» Exercise instructions
Below are the records; copy each line in them that holds the word "Bankton".

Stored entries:
▼
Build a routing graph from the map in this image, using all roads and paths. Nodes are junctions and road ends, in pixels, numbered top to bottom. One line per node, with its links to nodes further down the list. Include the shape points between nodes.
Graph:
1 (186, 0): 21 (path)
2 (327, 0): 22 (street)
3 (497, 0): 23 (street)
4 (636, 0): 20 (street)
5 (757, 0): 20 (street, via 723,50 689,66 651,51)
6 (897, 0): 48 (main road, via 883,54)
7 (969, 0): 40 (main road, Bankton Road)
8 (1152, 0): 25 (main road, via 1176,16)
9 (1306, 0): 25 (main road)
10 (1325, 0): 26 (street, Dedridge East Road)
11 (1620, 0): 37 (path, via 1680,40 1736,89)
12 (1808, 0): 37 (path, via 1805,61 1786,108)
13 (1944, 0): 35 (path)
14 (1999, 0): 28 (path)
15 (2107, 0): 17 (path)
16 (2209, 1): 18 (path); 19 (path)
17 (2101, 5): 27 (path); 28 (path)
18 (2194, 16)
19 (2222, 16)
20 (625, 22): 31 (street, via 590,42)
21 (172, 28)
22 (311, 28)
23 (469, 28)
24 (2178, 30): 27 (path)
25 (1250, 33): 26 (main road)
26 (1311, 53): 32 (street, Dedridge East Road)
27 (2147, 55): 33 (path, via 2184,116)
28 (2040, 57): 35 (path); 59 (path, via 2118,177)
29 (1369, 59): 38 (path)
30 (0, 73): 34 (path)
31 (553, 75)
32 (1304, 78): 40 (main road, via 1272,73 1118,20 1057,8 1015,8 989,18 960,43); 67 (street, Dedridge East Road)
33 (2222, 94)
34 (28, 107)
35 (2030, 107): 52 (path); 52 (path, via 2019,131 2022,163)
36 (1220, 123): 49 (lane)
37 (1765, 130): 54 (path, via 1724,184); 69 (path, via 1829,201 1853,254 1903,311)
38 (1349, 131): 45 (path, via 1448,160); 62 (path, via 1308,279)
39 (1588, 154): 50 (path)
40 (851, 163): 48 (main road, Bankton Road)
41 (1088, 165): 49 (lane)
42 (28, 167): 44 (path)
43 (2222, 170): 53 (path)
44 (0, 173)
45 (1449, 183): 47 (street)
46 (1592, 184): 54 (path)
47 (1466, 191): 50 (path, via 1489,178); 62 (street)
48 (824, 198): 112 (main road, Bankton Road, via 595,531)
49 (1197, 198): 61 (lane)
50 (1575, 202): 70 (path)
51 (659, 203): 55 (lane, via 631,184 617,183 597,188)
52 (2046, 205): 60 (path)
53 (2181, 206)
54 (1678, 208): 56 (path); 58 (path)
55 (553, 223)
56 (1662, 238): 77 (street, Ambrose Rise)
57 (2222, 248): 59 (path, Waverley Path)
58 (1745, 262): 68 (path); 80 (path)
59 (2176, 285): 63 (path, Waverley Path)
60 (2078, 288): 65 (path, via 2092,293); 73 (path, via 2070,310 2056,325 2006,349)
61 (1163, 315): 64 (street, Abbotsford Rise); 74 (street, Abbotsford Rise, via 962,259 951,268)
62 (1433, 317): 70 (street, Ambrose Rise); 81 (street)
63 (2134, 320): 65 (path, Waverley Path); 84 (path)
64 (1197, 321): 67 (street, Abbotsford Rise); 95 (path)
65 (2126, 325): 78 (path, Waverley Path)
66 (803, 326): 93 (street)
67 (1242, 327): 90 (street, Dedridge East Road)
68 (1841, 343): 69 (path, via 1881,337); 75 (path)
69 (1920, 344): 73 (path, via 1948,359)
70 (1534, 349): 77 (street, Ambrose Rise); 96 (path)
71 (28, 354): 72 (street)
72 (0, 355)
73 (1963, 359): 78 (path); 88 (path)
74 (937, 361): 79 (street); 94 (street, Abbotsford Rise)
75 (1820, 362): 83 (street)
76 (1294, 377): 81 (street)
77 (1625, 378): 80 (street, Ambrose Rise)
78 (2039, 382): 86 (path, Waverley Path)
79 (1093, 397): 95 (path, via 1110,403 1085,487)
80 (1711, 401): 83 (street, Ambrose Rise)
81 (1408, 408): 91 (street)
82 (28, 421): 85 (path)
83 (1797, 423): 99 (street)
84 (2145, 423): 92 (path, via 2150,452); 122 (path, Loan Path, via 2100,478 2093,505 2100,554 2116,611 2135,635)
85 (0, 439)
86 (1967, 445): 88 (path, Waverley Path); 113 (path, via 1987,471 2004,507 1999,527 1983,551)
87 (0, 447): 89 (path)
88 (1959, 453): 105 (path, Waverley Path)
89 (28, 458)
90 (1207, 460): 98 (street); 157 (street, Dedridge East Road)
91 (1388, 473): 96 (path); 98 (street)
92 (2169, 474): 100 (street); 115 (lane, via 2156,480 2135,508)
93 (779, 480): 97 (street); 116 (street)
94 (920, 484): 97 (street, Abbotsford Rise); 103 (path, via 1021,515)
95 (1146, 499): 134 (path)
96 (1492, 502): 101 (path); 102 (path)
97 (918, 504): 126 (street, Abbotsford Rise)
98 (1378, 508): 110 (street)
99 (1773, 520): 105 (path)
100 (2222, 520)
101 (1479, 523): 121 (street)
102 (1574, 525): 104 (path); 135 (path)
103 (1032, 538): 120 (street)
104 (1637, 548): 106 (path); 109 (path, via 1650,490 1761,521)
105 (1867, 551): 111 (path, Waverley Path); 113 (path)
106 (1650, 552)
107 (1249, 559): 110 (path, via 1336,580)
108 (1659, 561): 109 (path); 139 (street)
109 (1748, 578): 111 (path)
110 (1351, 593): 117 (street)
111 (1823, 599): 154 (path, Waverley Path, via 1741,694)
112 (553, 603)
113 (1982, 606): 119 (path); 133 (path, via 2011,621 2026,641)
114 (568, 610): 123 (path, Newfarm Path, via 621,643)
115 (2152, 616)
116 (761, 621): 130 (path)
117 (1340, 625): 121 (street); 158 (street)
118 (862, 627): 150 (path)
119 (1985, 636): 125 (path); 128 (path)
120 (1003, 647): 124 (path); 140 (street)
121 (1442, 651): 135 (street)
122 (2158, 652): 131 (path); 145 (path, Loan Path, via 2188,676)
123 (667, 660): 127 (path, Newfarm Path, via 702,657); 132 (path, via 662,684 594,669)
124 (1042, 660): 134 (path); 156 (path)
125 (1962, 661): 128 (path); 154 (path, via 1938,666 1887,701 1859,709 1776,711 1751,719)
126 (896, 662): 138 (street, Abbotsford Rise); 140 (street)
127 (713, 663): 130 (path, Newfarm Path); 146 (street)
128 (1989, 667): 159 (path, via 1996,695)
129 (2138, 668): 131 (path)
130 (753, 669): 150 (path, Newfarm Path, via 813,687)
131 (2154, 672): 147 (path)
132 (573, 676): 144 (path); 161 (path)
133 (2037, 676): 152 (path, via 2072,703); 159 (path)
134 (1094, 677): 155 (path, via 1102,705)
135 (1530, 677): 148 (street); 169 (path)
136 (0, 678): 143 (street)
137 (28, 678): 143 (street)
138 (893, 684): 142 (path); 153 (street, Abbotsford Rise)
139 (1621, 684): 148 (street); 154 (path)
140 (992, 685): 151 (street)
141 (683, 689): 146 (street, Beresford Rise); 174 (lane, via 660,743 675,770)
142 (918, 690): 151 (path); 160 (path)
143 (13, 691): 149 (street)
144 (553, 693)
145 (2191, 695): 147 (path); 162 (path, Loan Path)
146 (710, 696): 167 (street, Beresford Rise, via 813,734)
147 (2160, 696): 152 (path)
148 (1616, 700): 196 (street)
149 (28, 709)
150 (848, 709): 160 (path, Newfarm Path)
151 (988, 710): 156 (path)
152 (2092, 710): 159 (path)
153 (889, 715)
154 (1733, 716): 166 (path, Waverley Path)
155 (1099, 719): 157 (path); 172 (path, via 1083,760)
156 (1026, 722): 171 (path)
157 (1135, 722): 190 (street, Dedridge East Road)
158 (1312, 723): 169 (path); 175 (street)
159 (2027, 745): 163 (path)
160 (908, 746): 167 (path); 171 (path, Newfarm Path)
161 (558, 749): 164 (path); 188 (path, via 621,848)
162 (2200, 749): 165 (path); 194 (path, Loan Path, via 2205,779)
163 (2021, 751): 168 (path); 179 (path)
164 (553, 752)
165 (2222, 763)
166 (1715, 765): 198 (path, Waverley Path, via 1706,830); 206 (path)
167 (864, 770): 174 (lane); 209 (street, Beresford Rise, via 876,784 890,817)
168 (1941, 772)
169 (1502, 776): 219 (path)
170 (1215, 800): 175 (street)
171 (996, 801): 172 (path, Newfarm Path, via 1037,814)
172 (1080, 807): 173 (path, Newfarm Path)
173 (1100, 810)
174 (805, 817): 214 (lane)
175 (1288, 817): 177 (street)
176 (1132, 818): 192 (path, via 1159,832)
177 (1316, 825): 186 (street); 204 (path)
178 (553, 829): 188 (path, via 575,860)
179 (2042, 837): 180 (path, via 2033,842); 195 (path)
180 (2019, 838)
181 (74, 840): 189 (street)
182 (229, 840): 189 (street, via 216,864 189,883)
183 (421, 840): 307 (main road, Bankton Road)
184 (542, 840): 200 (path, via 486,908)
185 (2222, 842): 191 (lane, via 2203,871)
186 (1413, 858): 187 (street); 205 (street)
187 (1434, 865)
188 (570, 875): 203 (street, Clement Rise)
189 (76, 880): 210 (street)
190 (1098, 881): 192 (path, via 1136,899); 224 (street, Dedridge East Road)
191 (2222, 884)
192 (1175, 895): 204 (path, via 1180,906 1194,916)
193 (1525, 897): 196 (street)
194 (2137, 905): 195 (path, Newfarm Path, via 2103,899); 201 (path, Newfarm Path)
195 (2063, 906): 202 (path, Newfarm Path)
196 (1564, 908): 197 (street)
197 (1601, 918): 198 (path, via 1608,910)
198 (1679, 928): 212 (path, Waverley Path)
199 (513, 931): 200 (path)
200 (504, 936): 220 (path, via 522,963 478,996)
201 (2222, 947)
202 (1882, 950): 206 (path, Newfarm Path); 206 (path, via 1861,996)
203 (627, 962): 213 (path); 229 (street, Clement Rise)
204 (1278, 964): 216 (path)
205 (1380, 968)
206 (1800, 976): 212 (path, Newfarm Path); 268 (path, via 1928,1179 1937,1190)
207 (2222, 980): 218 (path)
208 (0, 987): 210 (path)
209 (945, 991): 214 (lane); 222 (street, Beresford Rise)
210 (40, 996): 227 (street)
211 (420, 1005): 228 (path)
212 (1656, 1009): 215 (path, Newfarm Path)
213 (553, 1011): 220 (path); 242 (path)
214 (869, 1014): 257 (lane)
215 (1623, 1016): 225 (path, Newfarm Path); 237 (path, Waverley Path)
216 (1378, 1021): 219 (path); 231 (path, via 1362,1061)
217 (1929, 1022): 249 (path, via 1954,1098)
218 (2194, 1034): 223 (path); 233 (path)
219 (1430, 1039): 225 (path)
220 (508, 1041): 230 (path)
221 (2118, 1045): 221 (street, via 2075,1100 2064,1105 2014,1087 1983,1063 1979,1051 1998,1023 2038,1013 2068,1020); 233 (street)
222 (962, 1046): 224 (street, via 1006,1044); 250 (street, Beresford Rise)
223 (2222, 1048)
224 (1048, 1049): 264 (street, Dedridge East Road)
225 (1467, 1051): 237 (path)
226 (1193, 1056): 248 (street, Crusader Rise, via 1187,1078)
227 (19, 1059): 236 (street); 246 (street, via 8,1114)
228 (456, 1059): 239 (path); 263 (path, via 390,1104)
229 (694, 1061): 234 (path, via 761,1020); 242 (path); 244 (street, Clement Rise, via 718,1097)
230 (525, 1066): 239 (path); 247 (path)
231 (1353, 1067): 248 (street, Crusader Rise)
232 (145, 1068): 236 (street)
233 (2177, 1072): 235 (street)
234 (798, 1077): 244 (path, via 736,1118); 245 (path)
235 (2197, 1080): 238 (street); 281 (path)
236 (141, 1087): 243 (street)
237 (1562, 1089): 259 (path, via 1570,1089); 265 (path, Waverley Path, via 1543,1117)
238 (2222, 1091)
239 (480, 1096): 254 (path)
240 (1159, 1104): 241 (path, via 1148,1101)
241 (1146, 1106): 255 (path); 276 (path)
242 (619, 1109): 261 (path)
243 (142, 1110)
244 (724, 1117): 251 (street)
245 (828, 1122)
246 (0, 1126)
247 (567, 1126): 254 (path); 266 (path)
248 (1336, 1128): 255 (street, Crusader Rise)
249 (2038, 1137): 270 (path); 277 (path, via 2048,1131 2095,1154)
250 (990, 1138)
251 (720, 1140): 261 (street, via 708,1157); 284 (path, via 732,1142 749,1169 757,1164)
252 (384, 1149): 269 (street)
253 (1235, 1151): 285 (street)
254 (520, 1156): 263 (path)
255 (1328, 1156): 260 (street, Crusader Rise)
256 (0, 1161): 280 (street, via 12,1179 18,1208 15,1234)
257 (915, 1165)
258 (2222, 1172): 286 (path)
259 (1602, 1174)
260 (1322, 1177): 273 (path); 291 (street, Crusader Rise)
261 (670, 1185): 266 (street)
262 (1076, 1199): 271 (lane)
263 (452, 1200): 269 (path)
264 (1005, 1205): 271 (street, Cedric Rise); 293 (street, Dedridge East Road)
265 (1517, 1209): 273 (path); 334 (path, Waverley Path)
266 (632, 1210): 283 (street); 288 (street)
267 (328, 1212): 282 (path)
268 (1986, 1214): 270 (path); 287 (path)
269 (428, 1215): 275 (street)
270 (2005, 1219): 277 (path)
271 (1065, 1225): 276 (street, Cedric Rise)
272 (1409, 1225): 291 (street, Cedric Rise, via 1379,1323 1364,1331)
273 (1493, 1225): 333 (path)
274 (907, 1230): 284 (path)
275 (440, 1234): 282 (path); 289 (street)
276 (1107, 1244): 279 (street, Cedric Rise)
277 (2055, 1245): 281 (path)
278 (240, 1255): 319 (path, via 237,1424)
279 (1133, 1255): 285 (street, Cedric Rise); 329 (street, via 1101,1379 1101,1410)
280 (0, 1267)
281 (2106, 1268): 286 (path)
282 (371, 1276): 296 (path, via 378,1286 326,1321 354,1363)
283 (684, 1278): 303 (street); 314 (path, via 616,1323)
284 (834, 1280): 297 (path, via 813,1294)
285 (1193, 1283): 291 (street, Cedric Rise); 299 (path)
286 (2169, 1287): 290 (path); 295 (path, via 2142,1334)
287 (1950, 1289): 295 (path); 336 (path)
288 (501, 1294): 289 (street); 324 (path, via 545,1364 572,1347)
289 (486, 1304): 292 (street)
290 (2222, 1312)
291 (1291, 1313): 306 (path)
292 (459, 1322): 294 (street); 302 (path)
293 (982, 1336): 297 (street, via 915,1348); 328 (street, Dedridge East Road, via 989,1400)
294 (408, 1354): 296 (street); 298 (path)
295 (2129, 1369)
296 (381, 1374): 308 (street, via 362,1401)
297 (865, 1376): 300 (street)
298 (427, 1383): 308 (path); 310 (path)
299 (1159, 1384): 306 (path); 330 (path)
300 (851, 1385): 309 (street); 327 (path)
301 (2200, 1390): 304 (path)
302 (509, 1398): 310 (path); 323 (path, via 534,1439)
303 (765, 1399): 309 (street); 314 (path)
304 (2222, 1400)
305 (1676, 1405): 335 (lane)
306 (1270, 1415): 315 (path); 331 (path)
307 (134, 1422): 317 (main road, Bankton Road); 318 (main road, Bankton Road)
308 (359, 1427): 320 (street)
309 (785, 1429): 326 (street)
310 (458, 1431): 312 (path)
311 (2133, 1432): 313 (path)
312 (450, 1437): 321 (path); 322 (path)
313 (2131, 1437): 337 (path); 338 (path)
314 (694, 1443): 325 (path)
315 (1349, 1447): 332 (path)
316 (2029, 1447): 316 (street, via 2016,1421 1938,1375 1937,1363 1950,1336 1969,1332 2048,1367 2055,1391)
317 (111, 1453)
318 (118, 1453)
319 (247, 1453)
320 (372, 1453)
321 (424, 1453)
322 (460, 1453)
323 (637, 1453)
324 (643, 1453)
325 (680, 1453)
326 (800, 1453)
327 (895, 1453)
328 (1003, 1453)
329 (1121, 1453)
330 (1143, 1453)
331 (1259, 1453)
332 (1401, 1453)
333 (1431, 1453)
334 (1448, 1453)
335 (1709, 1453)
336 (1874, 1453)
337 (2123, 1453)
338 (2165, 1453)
▲
» Response
7 (969, 0): 40 (main road, Bankton Road)
40 (851, 163): 48 (main road, Bankton Road)
48 (824, 198): 112 (main road, Bankton Road, via 595,531)
183 (421, 840): 307 (main road, Bankton Road)
307 (134, 1422): 317 (main road, Bankton Road); 318 (main road, Bankton Road)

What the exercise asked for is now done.